Of course, like so many difficulties we face in life, I look back now with amazing gratitude for these occurrences.  If not for those two moves, many amazing things would not have happened in my life.  I also appreciate the circumstances my parents were given and the decisions they made for their family, even with a child that made every step as difficult as possible.  

We often don't appreciate the times of struggle until many years down the road.  I try to remember the times that things which appeared bad on the surface turned out to be opportunities to grow. It helps me limit the time I focus on bad things and take a slightly different perspective.  Often the crappy days or occurrences can't be controlled, but the amount of time we dwell on them is ours to own.  If you can't change it or it has already happened, then try to realize the lack of control you have over it, learn from it and move forward.  

We can't change the past and worrying about the future does no good.  Therefore, focus on what you can control which is this very moment.   If you make a mistake, move forward from it.  If you have a really rotten day, sleep and awake to a fresh day.  If you are mean to someone or treat them unfairly, apologize and show them you mean it.  

I am guilty of not focusing enough on others at times or being short tempered; therefore, I often try to focus on improving these things.  We are all going to have imperfect moments so allow them to happen but not linger any more than necessary.  Let them pass and move on. 
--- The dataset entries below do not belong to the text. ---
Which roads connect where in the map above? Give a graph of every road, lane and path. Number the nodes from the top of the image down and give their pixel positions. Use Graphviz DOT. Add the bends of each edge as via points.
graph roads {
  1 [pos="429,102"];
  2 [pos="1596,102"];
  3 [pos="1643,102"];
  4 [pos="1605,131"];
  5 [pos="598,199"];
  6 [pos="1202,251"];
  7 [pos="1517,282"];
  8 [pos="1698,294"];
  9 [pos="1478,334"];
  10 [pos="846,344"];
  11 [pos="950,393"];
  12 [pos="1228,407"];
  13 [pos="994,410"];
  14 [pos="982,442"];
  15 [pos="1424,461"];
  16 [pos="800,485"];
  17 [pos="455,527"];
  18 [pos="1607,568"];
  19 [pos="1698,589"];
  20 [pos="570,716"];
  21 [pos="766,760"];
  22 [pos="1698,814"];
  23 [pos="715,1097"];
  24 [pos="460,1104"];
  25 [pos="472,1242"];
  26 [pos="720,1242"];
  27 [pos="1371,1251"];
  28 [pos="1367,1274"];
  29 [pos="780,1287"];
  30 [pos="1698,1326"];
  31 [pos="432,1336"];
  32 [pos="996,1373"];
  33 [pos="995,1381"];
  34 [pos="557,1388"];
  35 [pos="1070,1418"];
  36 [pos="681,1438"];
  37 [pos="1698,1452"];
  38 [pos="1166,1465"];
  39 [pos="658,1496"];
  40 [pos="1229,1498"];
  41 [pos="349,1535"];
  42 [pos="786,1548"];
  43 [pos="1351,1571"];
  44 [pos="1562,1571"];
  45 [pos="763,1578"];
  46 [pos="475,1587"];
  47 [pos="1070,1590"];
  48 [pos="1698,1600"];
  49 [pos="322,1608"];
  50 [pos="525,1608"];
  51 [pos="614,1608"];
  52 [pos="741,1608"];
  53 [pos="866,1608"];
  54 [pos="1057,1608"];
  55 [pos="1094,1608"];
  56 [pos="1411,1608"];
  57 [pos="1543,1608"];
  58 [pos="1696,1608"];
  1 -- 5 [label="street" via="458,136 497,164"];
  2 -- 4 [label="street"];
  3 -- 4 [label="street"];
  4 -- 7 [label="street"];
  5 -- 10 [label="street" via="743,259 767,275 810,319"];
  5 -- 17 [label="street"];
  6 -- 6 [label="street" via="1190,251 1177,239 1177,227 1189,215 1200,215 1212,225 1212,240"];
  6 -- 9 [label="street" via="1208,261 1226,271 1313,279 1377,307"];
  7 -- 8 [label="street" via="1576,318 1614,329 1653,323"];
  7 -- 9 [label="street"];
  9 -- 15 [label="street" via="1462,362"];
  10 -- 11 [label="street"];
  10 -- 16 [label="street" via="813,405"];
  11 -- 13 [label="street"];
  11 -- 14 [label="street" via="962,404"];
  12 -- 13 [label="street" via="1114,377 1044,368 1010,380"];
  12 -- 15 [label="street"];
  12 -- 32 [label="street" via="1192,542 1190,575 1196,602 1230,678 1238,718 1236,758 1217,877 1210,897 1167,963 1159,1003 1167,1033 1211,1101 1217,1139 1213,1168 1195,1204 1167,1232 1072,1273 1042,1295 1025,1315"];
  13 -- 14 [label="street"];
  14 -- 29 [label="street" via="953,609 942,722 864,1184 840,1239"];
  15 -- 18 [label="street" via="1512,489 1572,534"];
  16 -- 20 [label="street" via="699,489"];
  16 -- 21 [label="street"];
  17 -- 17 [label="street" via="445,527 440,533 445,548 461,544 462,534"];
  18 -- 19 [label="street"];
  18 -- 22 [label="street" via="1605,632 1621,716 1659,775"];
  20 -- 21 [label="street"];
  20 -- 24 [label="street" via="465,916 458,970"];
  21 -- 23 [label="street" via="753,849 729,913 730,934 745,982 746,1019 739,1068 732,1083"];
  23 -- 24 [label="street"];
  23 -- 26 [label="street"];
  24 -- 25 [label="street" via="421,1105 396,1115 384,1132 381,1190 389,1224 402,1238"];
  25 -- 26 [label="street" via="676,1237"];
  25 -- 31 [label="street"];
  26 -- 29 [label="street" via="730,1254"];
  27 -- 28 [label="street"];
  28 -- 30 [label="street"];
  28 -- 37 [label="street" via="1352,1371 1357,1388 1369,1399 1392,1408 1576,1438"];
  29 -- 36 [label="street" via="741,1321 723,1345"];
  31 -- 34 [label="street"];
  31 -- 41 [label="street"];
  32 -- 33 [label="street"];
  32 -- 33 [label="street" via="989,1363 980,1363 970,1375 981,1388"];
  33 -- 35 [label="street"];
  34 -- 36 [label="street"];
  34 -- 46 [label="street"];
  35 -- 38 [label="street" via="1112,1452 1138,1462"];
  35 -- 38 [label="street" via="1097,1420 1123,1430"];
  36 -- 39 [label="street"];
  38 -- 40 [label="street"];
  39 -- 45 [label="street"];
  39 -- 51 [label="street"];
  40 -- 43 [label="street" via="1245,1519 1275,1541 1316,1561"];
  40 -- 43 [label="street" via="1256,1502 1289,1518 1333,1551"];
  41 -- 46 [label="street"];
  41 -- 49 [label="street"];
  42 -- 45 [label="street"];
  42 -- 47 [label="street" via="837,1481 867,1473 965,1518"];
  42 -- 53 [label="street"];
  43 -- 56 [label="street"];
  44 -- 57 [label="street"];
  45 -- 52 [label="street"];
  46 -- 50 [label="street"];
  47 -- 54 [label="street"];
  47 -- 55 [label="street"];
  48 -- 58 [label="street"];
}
This moment is a culmination of all that has happened before it.  To wish one thing different has the possibility of impacting the reality of today in a negative way.  We don't know what each day holds, but we have control in the way we learn from it.  Sure awful things happen with what seems like no sensible reason; however, we must learn to heal, seek acceptance and grow from it.  Live life to the fullest and experience every moment to its fullest potential.